[PATCH V2] mm: Recheck page table entry with page table lock held

From: Aneesh Kumar K.V
Date: Tue Sep 25 2018 - 23:21:02 EST


We clear the pte temporarily during read/modify/write update of the pte. If we
take a page fault while the pte is cleared, the application can get SIGBUS. One
such case is with remap_pfn_range without a backing vm_ops->fault callback.
do_fault will return SIGBUS in that case.

cpu 0 cpu1
mprotect()
ptep_modify_prot_start()/pte cleared.
.
. page fault.
.
.
prep_modify_prot_commit()

Fix this by taking page table lock and rechecking for pte_none.

Signed-off-by: Aneesh Kumar K.V <aneesh.kumar@xxxxxxxxxxxxx>
---
V1:
* update commit message.

mm/memory.c | 31 +++++++++++++++++++++++++++----
1 file changed, 27 insertions(+), 4 deletions(-)

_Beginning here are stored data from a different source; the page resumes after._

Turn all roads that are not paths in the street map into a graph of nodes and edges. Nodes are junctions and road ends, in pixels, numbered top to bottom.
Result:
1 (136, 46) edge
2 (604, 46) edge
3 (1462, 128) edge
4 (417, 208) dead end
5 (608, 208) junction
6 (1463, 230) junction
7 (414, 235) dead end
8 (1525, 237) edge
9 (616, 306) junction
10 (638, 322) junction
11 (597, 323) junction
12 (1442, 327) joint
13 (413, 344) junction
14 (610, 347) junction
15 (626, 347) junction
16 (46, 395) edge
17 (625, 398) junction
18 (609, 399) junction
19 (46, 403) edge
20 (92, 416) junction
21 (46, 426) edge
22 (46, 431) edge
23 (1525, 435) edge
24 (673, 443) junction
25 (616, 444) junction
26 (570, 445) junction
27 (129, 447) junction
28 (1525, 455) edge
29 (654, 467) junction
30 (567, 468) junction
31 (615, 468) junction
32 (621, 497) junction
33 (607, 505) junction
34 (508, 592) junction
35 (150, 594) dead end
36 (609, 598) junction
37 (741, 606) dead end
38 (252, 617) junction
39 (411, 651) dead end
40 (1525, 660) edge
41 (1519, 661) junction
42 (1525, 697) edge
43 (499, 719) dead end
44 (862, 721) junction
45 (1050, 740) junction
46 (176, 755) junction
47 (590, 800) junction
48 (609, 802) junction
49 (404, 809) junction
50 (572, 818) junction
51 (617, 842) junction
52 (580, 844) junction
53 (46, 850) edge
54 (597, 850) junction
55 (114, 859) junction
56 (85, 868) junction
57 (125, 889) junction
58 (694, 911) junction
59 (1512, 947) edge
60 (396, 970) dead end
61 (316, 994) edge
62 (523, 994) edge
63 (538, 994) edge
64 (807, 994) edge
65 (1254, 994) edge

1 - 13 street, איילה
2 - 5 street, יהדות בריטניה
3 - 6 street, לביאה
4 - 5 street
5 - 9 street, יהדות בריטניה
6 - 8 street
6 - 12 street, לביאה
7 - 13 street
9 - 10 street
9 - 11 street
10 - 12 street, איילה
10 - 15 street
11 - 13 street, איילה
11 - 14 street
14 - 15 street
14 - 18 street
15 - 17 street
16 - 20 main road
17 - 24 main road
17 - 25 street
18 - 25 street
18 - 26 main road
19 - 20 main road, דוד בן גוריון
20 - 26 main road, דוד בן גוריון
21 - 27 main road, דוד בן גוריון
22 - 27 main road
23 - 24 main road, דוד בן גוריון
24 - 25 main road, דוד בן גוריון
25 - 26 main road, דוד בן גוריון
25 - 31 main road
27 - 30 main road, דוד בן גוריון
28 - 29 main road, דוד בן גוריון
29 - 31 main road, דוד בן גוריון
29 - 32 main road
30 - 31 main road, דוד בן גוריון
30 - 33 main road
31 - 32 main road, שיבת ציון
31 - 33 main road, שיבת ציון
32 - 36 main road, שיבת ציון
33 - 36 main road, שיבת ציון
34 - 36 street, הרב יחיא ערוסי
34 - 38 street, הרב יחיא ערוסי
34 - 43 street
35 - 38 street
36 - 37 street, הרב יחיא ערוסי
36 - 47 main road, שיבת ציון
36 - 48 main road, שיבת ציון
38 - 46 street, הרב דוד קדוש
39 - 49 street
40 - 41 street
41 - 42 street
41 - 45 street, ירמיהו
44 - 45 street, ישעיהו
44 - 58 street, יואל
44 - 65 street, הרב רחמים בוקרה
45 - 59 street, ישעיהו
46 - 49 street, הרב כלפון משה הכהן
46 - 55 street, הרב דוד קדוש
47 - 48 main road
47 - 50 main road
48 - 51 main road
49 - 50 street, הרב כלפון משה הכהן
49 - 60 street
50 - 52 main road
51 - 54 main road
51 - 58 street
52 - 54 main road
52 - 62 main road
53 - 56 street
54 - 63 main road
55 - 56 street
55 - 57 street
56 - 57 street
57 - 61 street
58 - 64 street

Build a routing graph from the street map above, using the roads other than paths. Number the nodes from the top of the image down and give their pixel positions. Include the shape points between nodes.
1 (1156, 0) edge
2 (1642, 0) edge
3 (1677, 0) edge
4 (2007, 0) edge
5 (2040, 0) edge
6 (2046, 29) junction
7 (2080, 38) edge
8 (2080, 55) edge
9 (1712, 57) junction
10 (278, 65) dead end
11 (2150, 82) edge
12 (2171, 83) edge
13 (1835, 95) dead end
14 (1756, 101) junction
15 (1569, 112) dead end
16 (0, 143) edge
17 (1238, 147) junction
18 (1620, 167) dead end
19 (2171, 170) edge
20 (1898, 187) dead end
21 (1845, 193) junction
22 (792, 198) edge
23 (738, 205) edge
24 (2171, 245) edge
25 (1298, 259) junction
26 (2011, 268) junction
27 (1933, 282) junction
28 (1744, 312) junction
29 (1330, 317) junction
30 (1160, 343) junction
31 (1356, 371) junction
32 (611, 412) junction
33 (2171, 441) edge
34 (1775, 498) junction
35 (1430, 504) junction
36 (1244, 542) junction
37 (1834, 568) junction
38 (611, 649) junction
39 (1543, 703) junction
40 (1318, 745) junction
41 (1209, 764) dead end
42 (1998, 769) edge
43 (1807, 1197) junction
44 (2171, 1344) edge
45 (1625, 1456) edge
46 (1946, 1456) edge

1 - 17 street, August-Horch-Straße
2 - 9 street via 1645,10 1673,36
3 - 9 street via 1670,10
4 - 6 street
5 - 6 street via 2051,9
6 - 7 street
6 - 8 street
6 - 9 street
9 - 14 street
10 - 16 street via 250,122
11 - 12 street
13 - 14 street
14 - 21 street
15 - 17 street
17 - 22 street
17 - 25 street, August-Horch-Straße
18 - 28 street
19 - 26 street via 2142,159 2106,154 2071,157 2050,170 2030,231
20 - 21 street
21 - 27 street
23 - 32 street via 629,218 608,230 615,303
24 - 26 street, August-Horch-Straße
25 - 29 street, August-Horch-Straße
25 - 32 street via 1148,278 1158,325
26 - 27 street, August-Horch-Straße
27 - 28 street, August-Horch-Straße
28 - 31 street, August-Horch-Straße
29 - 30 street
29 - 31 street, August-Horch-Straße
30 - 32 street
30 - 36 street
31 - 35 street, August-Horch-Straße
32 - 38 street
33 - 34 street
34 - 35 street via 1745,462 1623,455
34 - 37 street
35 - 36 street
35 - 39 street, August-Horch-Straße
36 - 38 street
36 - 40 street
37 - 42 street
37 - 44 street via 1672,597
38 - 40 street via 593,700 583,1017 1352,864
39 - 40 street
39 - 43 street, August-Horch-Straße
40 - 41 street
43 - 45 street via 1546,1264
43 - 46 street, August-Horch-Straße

diff --git a/mm/memory.c b/mm/memory.c
index c467102a5cbc..c2f933184303 100644
--- a/mm/memory.c
+++ b/mm/memory.c
@@ -3745,10 +3745,33 @@ static vm_fault_t do_fault(struct vm_fault *vmf)
struct vm_area_struct *vma = vmf->vma;
vm_fault_t ret;

- /* The VMA was not fully populated on mmap() or missing VM_DONTEXPAND */
- if (!vma->vm_ops->fault)
- ret = VM_FAULT_SIGBUS;
- else if (!(vmf->flags & FAULT_FLAG_WRITE))
+ /*
+ * The VMA was not fully populated on mmap() or missing VM_DONTEXPAND
+ */
+ if (!vma->vm_ops->fault) {
+
+ /*
+ * pmd entries won't be marked none during a R/M/W cycle.
+ */
+ if (unlikely(pmd_none(*vmf->pmd)))
+ ret = VM_FAULT_SIGBUS;
+ else {
+ vmf->ptl = pte_lockptr(vmf->vma->vm_mm, vmf->pmd);
+ /*
+ * Make sure this is not a temporary clearing of pte
+ * by holding ptl and checking again. A R/M/W update
+ * of pte involves: take ptl, clearing the pte so that
+ * we don't have concurrent modification by hardware
+ * followed by an update.
+ */
+ spin_lock(vmf->ptl);
+ if (unlikely(pte_none(*vmf->pte)))
+ ret = VM_FAULT_SIGBUS;
+ else
+ ret = VM_FAULT_NOPAGE;
+ spin_unlock(vmf->ptl);
+ }
+ } else if (!(vmf->flags & FAULT_FLAG_WRITE))
ret = do_read_fault(vmf);
else if (!(vma->vm_flags & VM_SHARED))
ret = do_cow_fault(vmf);
--
2.17.1